Artist Lecture Jennifer Garza-Cuen

Jennifer Garza-Cuen
            I was able to attend Jennifer Garza-Cuen’s lecture.  She is a traveler who photographs all the locations she visits.  She goes on to describe what she does as she feels it is what is most important. +So far she has visited seven countries and four continents.  According to statistics the average American moves nine times, Garza-Cuen is above average in this regard.  She was born in Seattle, Washington and her love of travel first showed when she was gifted a globe as a child.  An important question that she asked during her lecture is what is home? What defines home? Is home naturally where we are from or simply where we feel at home?  I found myself trying to answer that properly. Is my home here in Reno or back with my parents in Las Vegas? I for the moment am unable to correctly say which one is home.
            She takes photographs everywhere she goes as a form of documentation and as a way to remember each location she visits and the history that it holds.  One of the first images that she showed us was titled Untitled-Winged Girl Walking Olympia.  She shows us a photo of a very young looking girl in a white tank top and blue jeans wearing a pair of wings and also barefoot.  The girl is walking down a road leading to nowhere since all she has on either side of here is trees and brush.  Garza-Cuen makes the girl look incredibly tiny compared to the surroundings. I feel this girl like Garza-Cuen, in the sense that doesn’t really know where she is going or where she will end up, but either way she’s happy doing what she does.  It becomes more of a narrative for the artist in this way and not just a simple image, which I found enjoyable.

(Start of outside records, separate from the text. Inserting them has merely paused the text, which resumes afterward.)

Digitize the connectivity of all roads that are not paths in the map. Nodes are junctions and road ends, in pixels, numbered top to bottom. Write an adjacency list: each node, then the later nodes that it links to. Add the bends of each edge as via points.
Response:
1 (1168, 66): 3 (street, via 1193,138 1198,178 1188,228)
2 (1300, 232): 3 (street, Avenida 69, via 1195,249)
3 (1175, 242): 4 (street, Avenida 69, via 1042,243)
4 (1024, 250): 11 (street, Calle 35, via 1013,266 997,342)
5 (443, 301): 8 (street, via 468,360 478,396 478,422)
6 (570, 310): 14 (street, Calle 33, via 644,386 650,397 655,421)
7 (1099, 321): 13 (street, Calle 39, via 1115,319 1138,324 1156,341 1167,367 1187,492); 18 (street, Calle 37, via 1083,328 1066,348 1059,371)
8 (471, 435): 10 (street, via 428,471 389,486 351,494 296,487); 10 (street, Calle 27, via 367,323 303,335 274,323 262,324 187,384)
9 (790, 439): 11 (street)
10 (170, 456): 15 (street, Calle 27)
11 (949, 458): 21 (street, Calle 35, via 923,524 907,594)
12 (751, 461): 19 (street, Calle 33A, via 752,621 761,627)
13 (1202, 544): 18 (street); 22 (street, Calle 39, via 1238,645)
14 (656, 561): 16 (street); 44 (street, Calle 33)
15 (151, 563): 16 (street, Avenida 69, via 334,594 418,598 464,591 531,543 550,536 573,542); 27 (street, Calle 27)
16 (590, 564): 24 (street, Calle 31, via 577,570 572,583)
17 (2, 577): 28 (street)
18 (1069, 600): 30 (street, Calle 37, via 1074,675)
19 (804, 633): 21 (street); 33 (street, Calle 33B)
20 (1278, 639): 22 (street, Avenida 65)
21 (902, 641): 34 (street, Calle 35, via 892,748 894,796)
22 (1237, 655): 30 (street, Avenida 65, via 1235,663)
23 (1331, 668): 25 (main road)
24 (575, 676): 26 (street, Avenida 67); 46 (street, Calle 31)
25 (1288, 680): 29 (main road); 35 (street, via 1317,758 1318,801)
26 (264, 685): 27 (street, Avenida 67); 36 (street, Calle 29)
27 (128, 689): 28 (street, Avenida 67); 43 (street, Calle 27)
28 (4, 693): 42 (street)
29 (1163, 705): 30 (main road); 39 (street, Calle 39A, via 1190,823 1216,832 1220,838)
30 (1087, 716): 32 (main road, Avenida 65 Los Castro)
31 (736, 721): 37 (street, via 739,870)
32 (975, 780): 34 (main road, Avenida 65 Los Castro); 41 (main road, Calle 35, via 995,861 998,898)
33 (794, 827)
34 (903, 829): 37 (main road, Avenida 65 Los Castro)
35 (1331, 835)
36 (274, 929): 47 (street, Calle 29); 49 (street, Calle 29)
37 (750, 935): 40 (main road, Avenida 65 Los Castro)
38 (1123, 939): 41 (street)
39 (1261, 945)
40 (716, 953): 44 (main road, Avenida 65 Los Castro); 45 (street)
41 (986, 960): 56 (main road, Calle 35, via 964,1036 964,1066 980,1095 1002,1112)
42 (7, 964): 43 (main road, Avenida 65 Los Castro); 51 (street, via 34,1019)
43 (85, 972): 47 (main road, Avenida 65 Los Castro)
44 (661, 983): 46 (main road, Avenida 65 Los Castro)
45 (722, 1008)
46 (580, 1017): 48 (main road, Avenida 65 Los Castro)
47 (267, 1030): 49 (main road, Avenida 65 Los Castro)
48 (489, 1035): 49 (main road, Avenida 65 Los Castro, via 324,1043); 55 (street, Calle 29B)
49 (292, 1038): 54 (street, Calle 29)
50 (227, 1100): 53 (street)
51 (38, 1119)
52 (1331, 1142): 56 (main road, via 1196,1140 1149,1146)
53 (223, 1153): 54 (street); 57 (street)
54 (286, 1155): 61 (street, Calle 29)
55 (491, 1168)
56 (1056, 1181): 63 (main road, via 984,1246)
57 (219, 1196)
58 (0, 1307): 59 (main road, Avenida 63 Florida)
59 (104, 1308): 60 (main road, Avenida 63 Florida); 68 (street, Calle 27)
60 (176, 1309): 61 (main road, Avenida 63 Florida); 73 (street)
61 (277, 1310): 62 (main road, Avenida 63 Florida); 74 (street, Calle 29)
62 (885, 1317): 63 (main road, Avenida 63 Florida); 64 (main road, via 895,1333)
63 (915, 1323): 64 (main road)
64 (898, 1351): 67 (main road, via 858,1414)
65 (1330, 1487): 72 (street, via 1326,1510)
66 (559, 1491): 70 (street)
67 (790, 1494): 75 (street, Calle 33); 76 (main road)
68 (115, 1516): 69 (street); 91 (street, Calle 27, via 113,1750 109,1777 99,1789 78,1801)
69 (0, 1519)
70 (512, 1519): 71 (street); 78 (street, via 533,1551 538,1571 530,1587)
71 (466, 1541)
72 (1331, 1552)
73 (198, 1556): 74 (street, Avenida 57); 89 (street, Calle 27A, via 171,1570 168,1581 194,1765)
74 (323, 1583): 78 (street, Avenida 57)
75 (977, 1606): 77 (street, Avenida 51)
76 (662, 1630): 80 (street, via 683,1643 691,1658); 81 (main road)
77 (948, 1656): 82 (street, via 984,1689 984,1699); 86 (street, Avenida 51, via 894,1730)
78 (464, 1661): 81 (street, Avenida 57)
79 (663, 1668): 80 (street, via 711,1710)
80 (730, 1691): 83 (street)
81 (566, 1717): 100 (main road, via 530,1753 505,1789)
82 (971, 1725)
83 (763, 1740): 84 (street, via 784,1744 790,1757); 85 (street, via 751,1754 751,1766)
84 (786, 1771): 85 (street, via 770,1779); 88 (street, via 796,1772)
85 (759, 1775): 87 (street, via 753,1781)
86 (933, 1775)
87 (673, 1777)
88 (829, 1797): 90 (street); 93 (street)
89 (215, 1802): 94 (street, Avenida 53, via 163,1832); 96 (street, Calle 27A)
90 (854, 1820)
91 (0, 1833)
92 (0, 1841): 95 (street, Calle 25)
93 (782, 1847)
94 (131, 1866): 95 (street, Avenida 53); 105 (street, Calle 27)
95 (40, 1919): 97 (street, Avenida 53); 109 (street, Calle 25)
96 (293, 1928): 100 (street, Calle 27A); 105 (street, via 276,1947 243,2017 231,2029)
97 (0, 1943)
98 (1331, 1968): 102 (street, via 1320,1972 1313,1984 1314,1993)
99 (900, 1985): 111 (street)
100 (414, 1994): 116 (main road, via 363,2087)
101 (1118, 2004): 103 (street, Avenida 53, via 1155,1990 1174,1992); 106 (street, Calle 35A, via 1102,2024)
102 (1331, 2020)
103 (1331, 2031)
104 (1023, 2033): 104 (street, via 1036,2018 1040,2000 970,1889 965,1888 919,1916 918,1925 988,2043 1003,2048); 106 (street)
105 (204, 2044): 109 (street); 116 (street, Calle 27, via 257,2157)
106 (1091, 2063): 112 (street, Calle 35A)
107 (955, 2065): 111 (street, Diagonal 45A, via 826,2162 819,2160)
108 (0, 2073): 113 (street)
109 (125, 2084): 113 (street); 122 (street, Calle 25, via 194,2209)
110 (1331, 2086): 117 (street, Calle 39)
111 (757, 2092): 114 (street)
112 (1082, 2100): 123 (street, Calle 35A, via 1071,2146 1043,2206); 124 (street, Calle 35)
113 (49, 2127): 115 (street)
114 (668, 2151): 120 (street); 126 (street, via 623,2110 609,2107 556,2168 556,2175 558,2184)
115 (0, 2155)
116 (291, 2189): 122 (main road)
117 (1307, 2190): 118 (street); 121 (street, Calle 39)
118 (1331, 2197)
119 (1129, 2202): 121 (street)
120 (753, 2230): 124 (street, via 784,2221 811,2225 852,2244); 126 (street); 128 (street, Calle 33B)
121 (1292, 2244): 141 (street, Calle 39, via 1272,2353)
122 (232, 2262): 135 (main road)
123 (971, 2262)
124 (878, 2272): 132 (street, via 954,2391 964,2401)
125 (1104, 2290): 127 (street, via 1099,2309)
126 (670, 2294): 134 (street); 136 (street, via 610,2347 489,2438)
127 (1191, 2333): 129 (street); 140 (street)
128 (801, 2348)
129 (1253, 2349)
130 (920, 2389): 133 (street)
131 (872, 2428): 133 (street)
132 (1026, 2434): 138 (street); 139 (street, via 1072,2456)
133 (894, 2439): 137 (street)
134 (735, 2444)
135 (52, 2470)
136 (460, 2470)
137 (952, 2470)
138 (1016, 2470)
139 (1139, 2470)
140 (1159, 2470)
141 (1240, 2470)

             Her lecture continued as she showed us images of run-down old buildings and vacant police stations.  Yes one can argue that these rundown buildings can also build a narrative, but at this point in time they’re just empty buildings and nothing else.  That’s how they were presented to us and I found it a little jarring compared to what she previously showed us.  I understand that these images are documentations of her travels, but they had less story to tell for me.  I don’t want to criticize her ability to photograph because she’s a wonderful photographer and I personally could never end up with an image like hers, but I wouldn’t consider it art more like a documentation of architecture of a once thriving town. These images don’t evoke emotion, they don’t make me try and look past the simple subjects and can very easily be overlooked.  Overall though I did find her ideas of what defines a home interesting and her personification of what she considers a home in her travels interesting to say the least.